Data supplied:
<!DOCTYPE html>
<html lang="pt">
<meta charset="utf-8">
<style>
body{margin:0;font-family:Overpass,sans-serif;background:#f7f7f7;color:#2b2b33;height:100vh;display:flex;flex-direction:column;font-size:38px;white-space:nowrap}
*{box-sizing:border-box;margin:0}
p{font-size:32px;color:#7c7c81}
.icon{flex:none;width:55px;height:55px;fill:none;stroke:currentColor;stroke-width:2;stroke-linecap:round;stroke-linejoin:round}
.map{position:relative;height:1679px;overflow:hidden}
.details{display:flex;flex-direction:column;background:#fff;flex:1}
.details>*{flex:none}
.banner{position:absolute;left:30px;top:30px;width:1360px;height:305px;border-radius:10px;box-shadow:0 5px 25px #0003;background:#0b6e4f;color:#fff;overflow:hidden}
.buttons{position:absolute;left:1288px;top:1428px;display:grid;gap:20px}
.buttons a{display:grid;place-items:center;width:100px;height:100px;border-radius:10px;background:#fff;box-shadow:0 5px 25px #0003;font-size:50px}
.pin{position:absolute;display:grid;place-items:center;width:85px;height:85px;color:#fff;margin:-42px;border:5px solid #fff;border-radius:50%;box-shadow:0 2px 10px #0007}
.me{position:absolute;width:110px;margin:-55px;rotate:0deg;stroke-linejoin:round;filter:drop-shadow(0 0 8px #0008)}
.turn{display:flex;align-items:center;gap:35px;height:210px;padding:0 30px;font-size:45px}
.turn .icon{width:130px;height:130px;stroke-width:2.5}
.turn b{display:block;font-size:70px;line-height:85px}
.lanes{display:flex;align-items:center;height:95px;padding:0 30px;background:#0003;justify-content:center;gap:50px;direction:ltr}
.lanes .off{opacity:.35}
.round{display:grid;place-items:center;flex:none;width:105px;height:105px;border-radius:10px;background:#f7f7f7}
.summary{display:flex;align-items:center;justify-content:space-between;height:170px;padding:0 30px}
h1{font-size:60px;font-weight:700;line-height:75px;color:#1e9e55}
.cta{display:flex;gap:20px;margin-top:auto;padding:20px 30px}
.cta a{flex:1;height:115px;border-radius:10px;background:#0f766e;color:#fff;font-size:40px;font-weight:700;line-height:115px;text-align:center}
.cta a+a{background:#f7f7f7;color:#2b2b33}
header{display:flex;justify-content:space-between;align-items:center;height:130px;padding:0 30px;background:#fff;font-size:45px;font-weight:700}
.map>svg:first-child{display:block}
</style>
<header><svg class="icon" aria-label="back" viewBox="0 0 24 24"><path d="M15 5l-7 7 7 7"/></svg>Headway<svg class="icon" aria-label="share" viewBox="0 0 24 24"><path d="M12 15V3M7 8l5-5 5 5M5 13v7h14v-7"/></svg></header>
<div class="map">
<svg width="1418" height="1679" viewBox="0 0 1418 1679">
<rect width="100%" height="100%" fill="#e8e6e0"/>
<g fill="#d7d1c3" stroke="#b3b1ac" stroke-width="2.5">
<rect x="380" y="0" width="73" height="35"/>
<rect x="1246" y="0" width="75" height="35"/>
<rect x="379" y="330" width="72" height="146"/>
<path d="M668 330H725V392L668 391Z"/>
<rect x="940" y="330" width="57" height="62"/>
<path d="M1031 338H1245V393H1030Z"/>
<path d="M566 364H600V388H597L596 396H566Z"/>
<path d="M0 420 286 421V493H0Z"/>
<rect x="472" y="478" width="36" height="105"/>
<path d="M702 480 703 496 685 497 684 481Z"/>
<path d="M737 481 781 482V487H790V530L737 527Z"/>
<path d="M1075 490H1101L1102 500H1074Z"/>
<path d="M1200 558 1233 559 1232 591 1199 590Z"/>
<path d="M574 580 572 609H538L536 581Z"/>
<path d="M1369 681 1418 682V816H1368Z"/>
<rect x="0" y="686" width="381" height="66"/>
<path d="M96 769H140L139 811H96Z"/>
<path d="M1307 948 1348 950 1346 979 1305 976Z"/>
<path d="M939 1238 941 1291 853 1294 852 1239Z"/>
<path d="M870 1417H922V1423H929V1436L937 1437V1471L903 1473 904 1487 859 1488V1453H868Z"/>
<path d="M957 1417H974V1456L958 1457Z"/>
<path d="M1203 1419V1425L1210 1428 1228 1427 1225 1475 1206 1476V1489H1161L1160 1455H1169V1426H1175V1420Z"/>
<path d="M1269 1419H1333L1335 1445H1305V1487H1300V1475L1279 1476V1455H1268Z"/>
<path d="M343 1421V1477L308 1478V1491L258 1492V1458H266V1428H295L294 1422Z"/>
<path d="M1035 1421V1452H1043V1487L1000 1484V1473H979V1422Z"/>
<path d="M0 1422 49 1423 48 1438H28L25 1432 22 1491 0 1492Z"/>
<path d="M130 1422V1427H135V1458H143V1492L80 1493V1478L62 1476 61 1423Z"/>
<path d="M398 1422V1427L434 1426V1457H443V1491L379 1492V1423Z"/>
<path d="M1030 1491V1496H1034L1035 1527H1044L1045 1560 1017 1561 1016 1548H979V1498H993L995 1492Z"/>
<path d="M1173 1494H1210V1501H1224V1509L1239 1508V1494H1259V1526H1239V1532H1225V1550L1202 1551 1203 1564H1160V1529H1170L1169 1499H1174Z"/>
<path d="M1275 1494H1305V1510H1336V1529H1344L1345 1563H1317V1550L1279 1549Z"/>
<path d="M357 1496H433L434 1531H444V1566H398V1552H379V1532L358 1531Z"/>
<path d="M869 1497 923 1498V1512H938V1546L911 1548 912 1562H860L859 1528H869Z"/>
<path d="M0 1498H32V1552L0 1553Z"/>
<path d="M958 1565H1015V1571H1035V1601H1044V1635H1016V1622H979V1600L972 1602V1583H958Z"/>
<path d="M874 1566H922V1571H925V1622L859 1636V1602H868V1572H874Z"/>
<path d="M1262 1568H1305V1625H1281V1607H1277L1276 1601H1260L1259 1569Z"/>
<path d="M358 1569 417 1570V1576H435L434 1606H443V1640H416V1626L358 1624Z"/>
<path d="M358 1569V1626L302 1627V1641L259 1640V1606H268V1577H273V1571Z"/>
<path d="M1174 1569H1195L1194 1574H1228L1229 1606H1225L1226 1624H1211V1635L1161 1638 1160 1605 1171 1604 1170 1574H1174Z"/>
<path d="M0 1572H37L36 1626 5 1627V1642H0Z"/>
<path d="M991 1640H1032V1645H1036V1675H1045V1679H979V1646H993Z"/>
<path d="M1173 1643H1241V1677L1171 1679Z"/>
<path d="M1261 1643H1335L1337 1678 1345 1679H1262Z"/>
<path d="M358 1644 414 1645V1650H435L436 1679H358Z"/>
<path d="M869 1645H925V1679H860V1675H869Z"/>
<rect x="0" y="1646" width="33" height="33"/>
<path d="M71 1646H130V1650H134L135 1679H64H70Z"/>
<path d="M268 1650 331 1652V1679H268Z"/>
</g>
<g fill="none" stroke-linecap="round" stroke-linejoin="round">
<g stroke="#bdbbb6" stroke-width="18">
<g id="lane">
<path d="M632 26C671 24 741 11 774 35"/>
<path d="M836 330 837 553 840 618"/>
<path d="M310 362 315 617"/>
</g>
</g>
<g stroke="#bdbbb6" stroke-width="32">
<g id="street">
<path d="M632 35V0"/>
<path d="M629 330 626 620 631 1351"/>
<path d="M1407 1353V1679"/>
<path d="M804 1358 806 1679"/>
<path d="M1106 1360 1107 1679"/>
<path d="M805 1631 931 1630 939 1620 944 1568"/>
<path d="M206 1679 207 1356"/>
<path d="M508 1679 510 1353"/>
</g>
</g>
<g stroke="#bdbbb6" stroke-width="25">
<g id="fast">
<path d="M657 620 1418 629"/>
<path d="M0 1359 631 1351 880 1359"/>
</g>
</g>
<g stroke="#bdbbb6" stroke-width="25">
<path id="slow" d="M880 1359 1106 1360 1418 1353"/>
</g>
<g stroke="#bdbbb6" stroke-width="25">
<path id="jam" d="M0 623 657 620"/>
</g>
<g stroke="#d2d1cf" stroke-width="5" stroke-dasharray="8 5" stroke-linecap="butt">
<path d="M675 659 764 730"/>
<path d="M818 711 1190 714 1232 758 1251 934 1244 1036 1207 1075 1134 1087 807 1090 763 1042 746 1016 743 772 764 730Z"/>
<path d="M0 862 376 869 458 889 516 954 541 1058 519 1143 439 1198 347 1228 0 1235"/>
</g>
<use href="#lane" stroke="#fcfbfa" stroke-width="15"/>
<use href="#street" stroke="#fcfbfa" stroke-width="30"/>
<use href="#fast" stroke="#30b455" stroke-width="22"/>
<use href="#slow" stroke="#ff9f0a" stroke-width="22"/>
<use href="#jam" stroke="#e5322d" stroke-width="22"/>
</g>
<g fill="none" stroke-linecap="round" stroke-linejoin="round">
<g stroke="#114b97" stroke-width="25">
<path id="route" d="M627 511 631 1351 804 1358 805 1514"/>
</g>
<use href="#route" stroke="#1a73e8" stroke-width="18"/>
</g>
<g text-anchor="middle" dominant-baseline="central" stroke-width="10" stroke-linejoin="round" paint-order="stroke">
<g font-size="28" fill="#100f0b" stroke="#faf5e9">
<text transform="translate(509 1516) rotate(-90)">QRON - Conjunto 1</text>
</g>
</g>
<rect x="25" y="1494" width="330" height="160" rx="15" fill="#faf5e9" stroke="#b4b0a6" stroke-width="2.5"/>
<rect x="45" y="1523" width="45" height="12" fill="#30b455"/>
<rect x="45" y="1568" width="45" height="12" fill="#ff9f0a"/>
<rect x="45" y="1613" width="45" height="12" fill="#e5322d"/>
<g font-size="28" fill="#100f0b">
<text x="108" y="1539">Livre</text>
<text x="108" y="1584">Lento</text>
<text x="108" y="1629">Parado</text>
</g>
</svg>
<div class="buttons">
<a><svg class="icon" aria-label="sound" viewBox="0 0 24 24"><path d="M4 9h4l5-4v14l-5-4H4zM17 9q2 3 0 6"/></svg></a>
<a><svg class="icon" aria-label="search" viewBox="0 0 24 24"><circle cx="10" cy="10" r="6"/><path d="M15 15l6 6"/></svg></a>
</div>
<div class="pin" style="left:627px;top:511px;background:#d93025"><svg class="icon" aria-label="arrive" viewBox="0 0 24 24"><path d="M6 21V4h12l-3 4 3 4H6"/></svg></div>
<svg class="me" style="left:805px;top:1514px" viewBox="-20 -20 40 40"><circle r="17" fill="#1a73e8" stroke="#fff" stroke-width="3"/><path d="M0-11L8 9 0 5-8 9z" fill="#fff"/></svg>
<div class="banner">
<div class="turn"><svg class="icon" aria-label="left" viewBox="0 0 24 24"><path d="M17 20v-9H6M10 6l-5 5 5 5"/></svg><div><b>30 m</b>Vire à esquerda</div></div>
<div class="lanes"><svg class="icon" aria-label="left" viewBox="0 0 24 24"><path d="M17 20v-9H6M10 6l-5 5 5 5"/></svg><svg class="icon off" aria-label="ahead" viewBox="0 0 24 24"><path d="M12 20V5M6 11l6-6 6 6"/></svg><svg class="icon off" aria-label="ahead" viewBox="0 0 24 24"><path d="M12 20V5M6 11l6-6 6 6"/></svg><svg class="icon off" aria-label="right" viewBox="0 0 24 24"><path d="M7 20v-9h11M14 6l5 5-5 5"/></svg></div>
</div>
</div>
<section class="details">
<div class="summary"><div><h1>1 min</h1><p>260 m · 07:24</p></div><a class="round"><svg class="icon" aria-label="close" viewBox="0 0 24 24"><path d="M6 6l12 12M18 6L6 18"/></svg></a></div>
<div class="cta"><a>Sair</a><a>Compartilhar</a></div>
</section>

What is required: For each line above that includes the word "rotate", make a copy of that line.

Your solution:
.me{position:absolute;width:110px;margin:-55px;rotate:0deg;stroke-linejoin:round;filter:drop-shadow(0 0 8px #0008)}
<text transform="translate(509 1516) rotate(-90)">QRON - Conjunto 1</text>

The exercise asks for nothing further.